(Stored entries)
'''

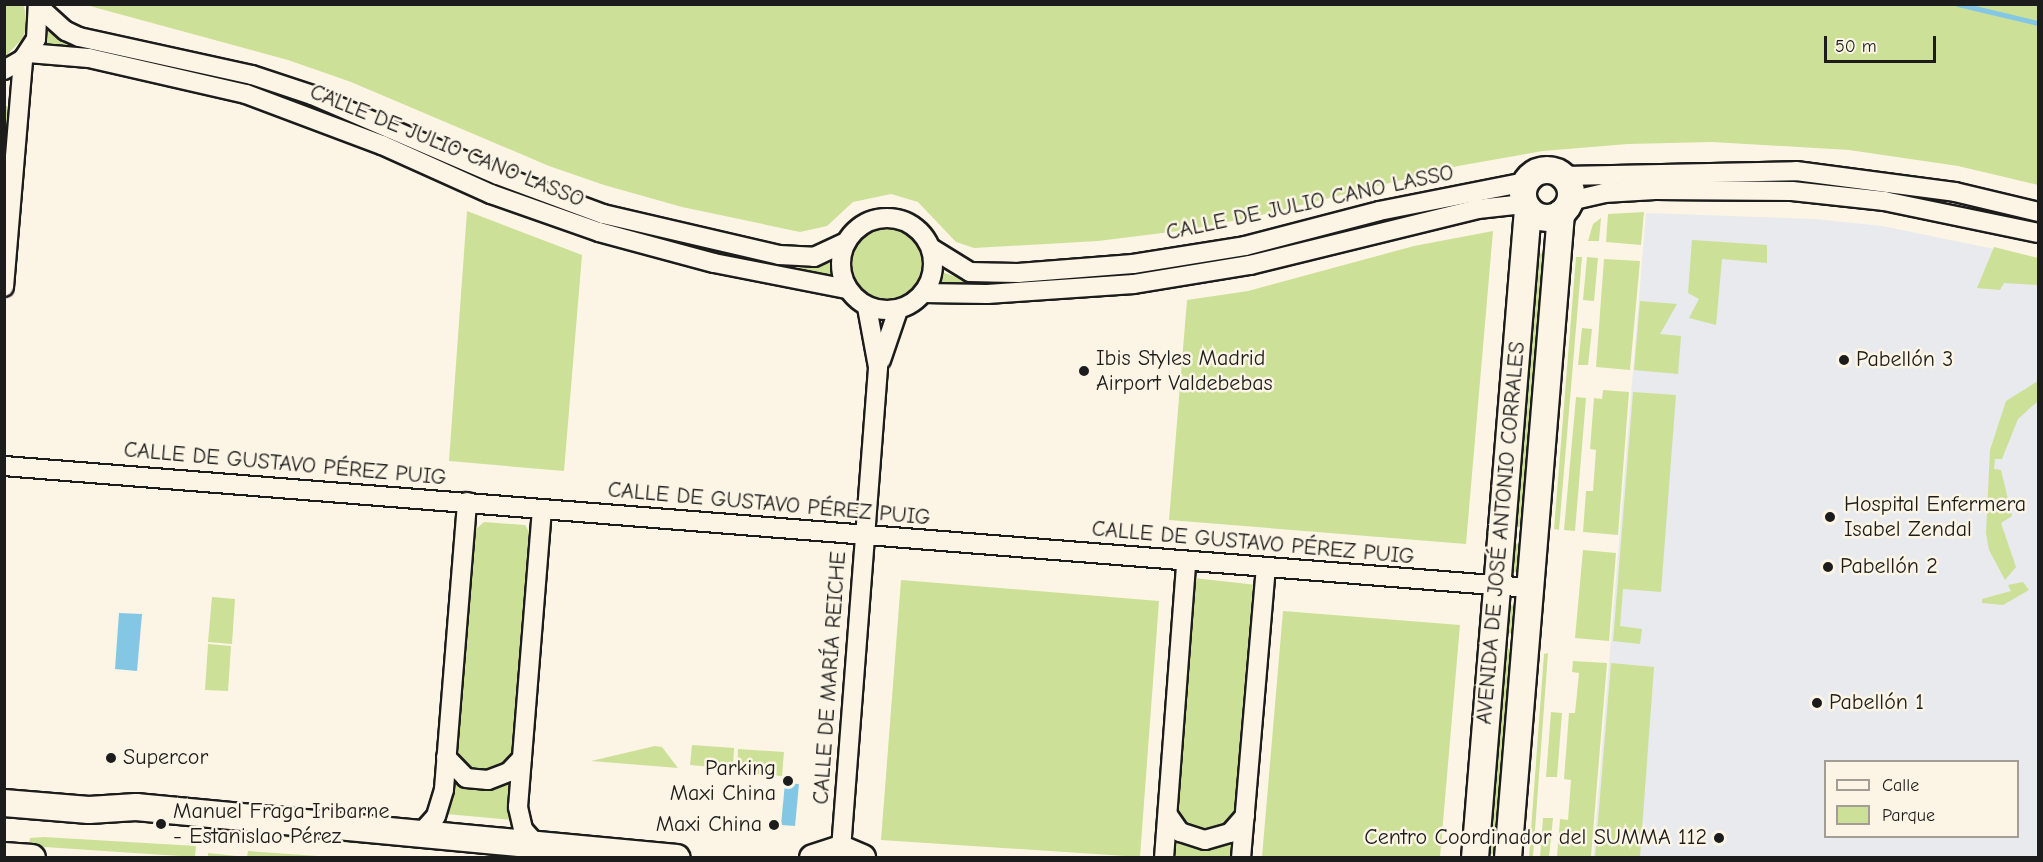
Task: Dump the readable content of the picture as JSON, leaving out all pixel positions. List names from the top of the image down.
{
  "streets": {
    "street": [
      "CALLE DE JULIO CANO LASSO",
      "CALLE DE GUSTAVO PÉREZ PUIG",
      "AVENIDA DE JOSÉ ANTONIO CORRALES",
      "CALLE DE MARÍA REICHE"
    ]
  },
  "crossings": [
    ["CALLE DE JULIO CANO LASSO", "AVENIDA DE JOSÉ ANTONIO CORRALES"],
    ["CALLE DE JULIO CANO LASSO", "CALLE DE MARÍA REICHE"],
    ["CALLE DE GUSTAVO PÉREZ PUIG", "AVENIDA DE JOSÉ ANTONIO CORRALES"],
    ["CALLE DE GUSTAVO PÉREZ PUIG", "CALLE DE MARÍA REICHE"]
  ],
  "places": [
    "Pabellón 3",
    "Ibis Styles Madrid Airport Valdebebas",
    "Hospital Enfermera Isabel Zendal",
    "Pabellón 2",
    "Pabellón 1",
    "Supercor",
    "Parking Maxi China",
    "Manuel Fraga Iribarne - Estanislao Pérez",
    "Maxi China",
    "Centro Coordinador del SUMMA 112"
  ],
  "legend": ["Calle", "Parque"],
  "scale_bar": "50 m"
}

'''

Write out all the entries exactly, except for the pictures.

Solution to the exercise
Task: Dump the readable content of the picture as JSON, leaving out all pixel positions. List names from the top of the image down.
{
  "streets": {
    "street": [
      "CALLE DE JULIO CANO LASSO",
      "CALLE DE GUSTAVO PÉREZ PUIG",
      "AVENIDA DE JOSÉ ANTONIO CORRALES",
      "CALLE DE MARÍA REICHE"
    ]
  },
  "crossings": [
    ["CALLE DE JULIO CANO LASSO", "AVENIDA DE JOSÉ ANTONIO CORRALES"],
    ["CALLE DE JULIO CANO LASSO", "CALLE DE MARÍA REICHE"],
    ["CALLE DE GUSTAVO PÉREZ PUIG", "AVENIDA DE JOSÉ ANTONIO CORRALES"],
    ["CALLE DE GUSTAVO PÉREZ PUIG", "CALLE DE MARÍA REICHE"]
  ],
  "places": [
    "Pabellón 3",
    "Ibis Styles Madrid Airport Valdebebas",
    "Hospital Enfermera Isabel Zendal",
    "Pabellón 2",
    "Pabellón 1",
    "Supercor",
    "Parking Maxi China",
    "Manuel Fraga Iribarne - Estanislao Pérez",
    "Maxi China",
    "Centro Coordinador del SUMMA 112"
  ],
  "legend": ["Calle", "Parque"],
  "scale_bar": "50 m"
}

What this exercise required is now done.